RECORDS FOR THIS EXERCISE below:

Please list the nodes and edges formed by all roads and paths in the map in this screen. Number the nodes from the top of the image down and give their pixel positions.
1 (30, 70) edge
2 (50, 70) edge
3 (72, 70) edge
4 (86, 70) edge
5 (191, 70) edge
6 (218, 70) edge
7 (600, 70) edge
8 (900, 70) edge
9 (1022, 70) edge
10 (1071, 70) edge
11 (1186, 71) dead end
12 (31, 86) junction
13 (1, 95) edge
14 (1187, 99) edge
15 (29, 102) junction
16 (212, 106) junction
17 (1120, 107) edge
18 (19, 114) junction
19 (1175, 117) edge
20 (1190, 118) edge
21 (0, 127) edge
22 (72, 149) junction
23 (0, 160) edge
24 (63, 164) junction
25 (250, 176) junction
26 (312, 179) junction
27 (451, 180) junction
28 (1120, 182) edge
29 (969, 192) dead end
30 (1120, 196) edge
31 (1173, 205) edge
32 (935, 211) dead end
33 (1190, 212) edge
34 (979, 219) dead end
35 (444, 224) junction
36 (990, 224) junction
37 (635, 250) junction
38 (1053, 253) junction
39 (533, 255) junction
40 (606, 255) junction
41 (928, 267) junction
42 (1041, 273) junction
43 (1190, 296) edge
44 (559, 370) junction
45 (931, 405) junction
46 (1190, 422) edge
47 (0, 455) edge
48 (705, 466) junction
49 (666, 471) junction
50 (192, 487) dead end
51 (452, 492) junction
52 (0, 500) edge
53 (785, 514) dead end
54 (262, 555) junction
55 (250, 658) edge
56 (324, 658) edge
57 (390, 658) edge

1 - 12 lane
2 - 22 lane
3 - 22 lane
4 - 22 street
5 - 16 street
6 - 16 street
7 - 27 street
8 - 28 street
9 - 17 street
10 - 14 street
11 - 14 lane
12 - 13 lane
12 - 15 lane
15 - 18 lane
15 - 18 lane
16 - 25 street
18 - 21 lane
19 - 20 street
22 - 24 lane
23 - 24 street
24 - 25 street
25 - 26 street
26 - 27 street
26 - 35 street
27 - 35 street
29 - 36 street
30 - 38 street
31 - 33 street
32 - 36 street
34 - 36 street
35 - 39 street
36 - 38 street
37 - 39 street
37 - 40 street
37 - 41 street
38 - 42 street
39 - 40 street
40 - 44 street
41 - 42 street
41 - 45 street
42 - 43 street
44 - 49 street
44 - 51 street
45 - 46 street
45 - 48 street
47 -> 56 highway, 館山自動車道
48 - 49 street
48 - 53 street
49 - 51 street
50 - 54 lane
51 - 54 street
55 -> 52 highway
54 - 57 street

End of RECORDS FOR THIS EXERCISE.
RECORDS FOR THIS EXERCISE below:

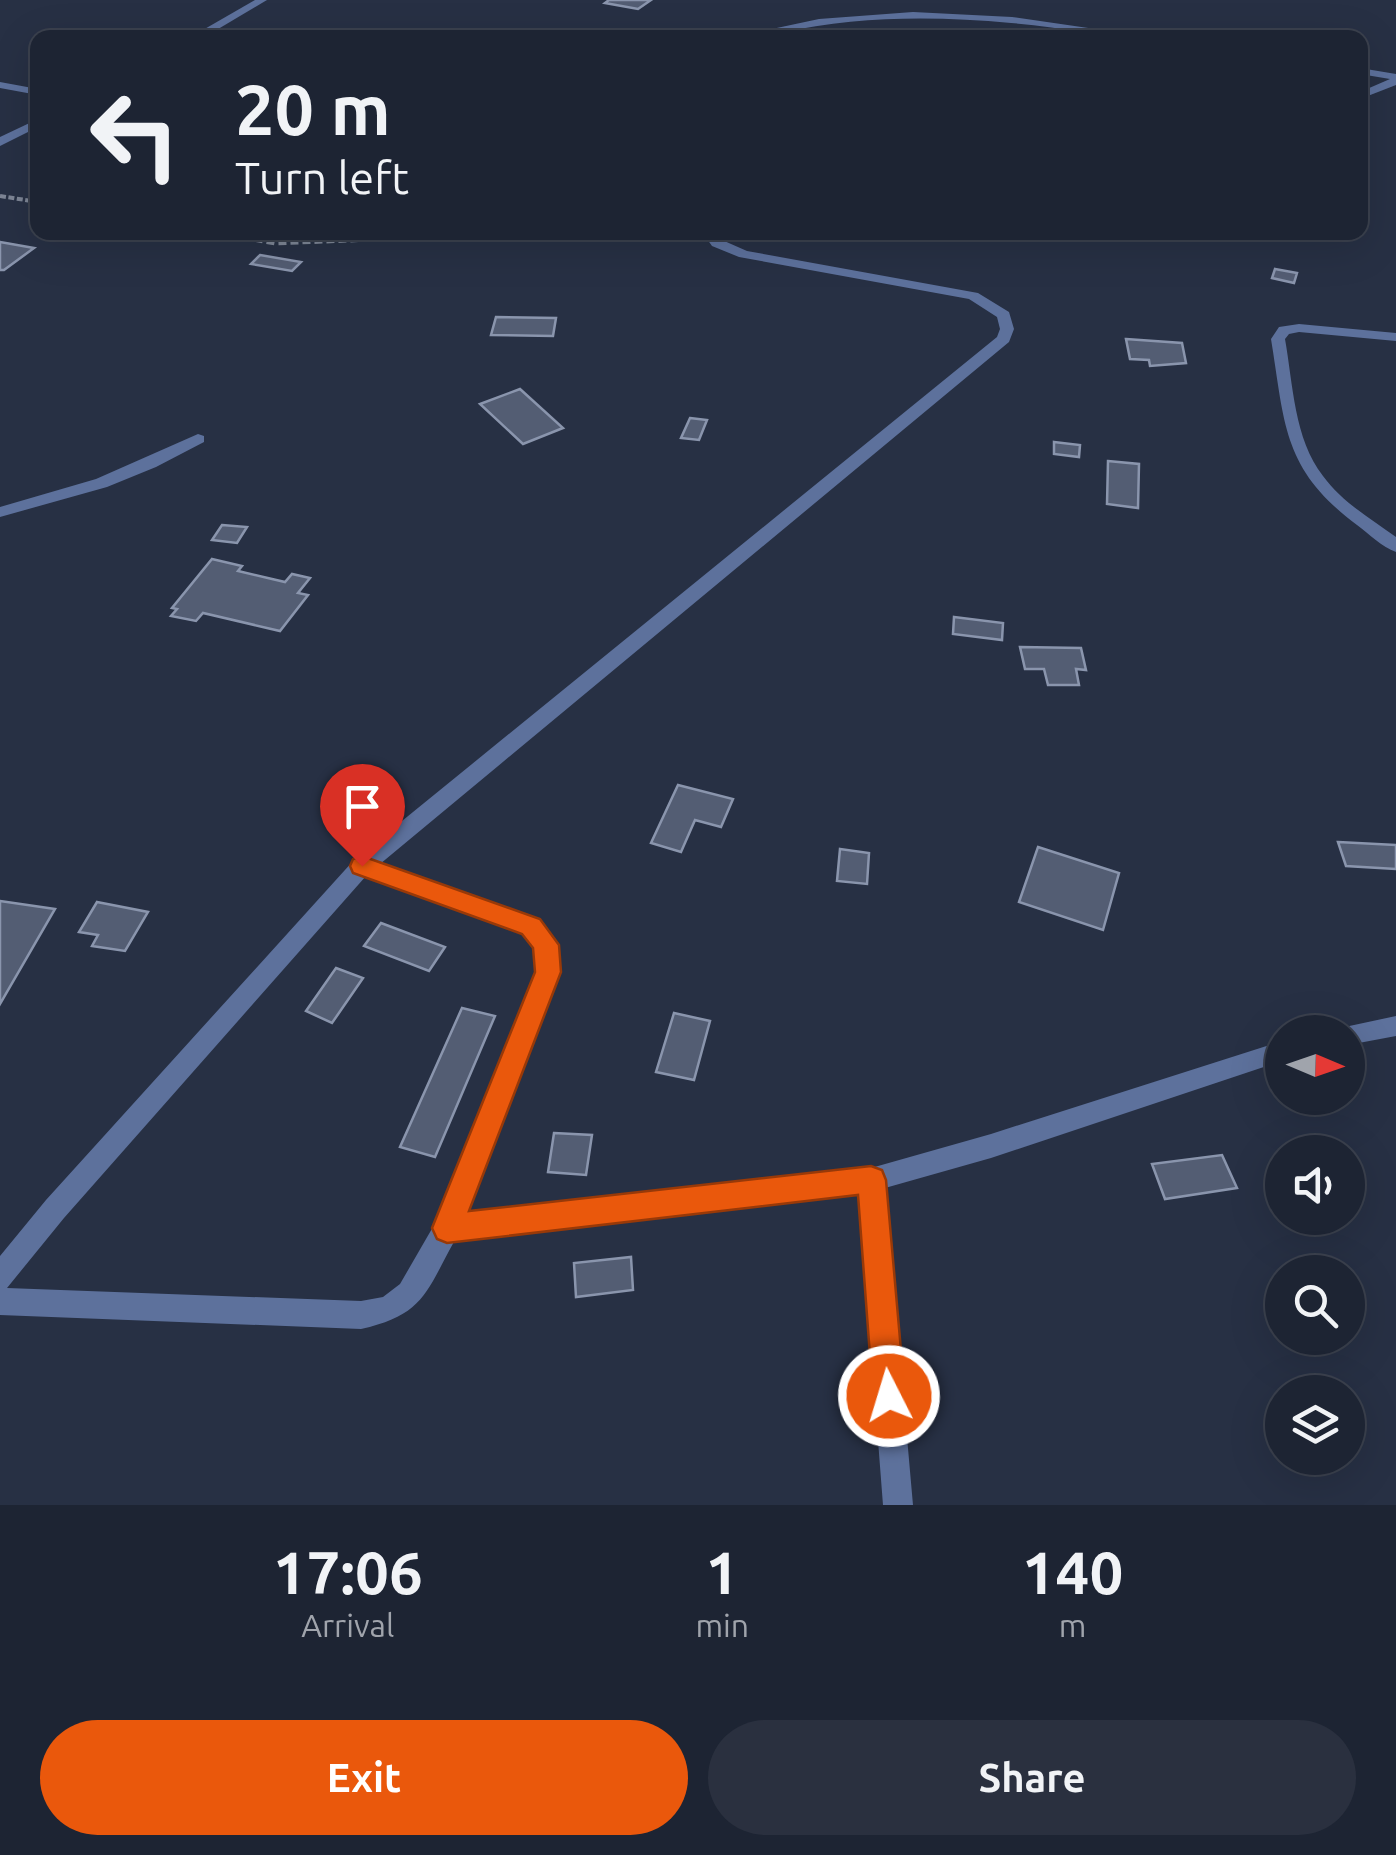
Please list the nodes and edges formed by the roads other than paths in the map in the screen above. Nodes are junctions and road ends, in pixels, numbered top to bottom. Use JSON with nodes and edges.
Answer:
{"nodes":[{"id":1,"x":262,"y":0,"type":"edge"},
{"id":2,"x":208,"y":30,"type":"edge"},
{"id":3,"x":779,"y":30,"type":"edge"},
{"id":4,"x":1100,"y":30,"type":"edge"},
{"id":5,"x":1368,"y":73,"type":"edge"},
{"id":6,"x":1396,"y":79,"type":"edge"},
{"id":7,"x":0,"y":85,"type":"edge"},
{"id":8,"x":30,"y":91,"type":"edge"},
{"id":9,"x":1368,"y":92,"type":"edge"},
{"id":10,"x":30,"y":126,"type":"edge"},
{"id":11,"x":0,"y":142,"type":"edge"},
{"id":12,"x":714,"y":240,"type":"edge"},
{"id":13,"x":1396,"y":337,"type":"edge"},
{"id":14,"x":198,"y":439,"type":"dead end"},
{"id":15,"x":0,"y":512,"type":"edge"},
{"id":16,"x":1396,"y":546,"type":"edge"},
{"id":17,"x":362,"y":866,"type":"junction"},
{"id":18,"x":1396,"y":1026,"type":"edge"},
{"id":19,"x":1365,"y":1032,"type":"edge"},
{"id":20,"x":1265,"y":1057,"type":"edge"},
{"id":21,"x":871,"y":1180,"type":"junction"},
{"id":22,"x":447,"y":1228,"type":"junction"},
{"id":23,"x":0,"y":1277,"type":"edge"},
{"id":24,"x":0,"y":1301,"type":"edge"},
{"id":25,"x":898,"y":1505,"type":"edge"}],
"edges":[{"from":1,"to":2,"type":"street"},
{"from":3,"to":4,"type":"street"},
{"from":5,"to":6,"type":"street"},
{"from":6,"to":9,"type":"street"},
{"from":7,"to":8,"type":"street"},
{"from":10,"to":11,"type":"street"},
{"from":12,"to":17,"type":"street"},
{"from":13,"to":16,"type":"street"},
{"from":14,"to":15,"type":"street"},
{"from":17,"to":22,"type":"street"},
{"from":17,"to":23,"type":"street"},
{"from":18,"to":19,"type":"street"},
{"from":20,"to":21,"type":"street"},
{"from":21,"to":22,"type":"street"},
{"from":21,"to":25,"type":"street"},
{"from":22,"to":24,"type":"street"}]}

End of RECORDS FOR THIS EXERCISE.
RECORDS FOR THIS EXERCISE below:

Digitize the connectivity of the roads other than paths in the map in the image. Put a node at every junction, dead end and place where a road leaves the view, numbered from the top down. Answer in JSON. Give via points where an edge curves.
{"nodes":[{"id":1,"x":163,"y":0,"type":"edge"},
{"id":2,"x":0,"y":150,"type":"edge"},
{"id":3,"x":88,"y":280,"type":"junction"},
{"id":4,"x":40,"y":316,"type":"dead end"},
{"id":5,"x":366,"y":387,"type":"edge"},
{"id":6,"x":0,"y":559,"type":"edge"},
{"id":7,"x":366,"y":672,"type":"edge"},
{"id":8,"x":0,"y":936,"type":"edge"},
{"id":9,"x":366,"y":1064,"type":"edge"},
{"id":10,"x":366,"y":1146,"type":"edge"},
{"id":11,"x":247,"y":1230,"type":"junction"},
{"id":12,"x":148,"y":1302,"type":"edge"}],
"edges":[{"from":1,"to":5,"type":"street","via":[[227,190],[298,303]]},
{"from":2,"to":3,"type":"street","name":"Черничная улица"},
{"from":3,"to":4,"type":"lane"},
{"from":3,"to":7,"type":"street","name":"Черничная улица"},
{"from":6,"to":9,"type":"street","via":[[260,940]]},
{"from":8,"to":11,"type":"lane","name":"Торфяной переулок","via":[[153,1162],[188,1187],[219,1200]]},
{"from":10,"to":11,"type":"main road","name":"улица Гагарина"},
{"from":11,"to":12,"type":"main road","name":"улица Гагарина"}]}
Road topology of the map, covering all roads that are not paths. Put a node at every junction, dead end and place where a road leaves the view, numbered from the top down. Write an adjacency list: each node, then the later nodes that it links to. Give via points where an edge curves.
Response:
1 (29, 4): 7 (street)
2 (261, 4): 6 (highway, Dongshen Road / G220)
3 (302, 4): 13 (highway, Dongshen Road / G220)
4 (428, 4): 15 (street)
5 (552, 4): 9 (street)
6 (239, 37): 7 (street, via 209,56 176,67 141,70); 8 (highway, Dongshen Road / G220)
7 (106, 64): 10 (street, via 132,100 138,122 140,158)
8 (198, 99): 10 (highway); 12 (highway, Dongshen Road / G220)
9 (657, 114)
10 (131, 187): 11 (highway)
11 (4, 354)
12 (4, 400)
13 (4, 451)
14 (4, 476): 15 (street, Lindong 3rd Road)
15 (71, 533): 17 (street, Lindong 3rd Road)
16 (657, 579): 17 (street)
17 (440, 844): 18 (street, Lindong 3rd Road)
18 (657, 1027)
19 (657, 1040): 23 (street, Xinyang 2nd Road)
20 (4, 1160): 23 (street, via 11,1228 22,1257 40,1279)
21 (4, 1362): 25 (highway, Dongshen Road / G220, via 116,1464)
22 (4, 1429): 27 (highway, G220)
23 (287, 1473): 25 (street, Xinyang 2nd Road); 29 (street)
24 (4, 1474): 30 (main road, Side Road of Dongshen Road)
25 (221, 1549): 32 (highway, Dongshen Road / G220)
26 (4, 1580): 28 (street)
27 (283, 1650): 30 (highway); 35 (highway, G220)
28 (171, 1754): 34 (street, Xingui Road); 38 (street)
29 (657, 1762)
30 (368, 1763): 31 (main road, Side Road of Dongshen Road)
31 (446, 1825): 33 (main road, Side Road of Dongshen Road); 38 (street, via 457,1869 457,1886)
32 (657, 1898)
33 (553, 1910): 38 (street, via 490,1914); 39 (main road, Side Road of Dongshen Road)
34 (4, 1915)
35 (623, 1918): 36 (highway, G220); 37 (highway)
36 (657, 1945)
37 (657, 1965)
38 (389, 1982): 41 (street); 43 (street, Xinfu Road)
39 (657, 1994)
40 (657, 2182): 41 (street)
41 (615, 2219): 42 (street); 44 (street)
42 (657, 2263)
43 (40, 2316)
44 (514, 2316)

End of RECORDS FOR THIS EXERCISE.

## EXERCISE GOAL:
Which lines of the records above hold the word "points"? Copy each of them.

## WRITTEN SOLUTION:
Digitize the connectivity of the roads other than paths in the map in the image. Put a node at every junction, dead end and place where a road leaves the view, numbered from the top down. Answer in JSON. Give via points where an edge curves.
Road topology of the map, covering all roads that are not paths. Put a node at every junction, dead end and place where a road leaves the view, numbered from the top down. Write an adjacency list: each node, then the later nodes that it links to. Give via points where an edge curves.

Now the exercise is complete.